**DATA FOR THIS TASK:**
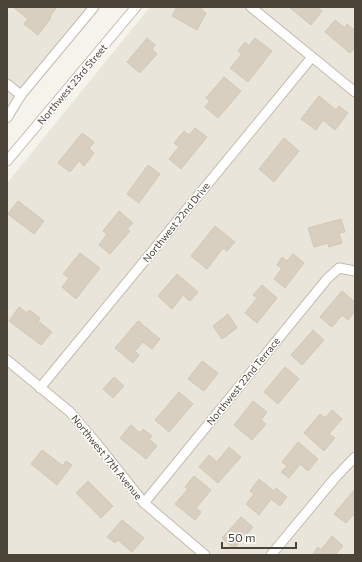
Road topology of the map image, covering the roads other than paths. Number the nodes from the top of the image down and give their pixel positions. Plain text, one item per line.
1 (94, 7) edge
2 (136, 7) edge
3 (251, 7) edge
4 (312, 57) junction
5 (7, 84) edge
6 (355, 92) edge
7 (21, 95) junction
8 (7, 118) edge
9 (7, 161) edge
10 (351, 270) edge
11 (7, 360) edge
12 (40, 388) junction
13 (355, 457) edge
14 (144, 502) junction
15 (205, 555) edge
16 (271, 555) edge

1 - 7 street
2 - 9 street, Northwest 23rd Street
3 - 4 street
4 - 6 street
4 - 12 street, Northwest 22nd Drive
5 - 7 street
7 - 8 street
10 - 14 street, Northwest 22nd Terrace
11 - 12 street, Northwest 17th Avenue
12 - 14 street, Northwest 17th Avenue
13 - 16 street
14 - 15 street, Northwest 17th Avenue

**PROMPT:** Please reproduce the entries from above exactly; images are not part of the copy.

**EXPECTED ANSWER:**
Road topology of the map image, covering the roads other than paths. Number the nodes from the top of the image down and give their pixel positions. Plain text, one item per line.
1 (94, 7) edge
2 (136, 7) edge
3 (251, 7) edge
4 (312, 57) junction
5 (7, 84) edge
6 (355, 92) edge
7 (21, 95) junction
8 (7, 118) edge
9 (7, 161) edge
10 (351, 270) edge
11 (7, 360) edge
12 (40, 388) junction
13 (355, 457) edge
14 (144, 502) junction
15 (205, 555) edge
16 (271, 555) edge

1 - 7 street
2 - 9 street, Northwest 23rd Street
3 - 4 street
4 - 6 street
4 - 12 street, Northwest 22nd Drive
5 - 7 street
7 - 8 street
10 - 14 street, Northwest 22nd Terrace
11 - 12 street, Northwest 17th Avenue
12 - 14 street, Northwest 17th Avenue
13 - 16 street
14 - 15 street, Northwest 17th Avenue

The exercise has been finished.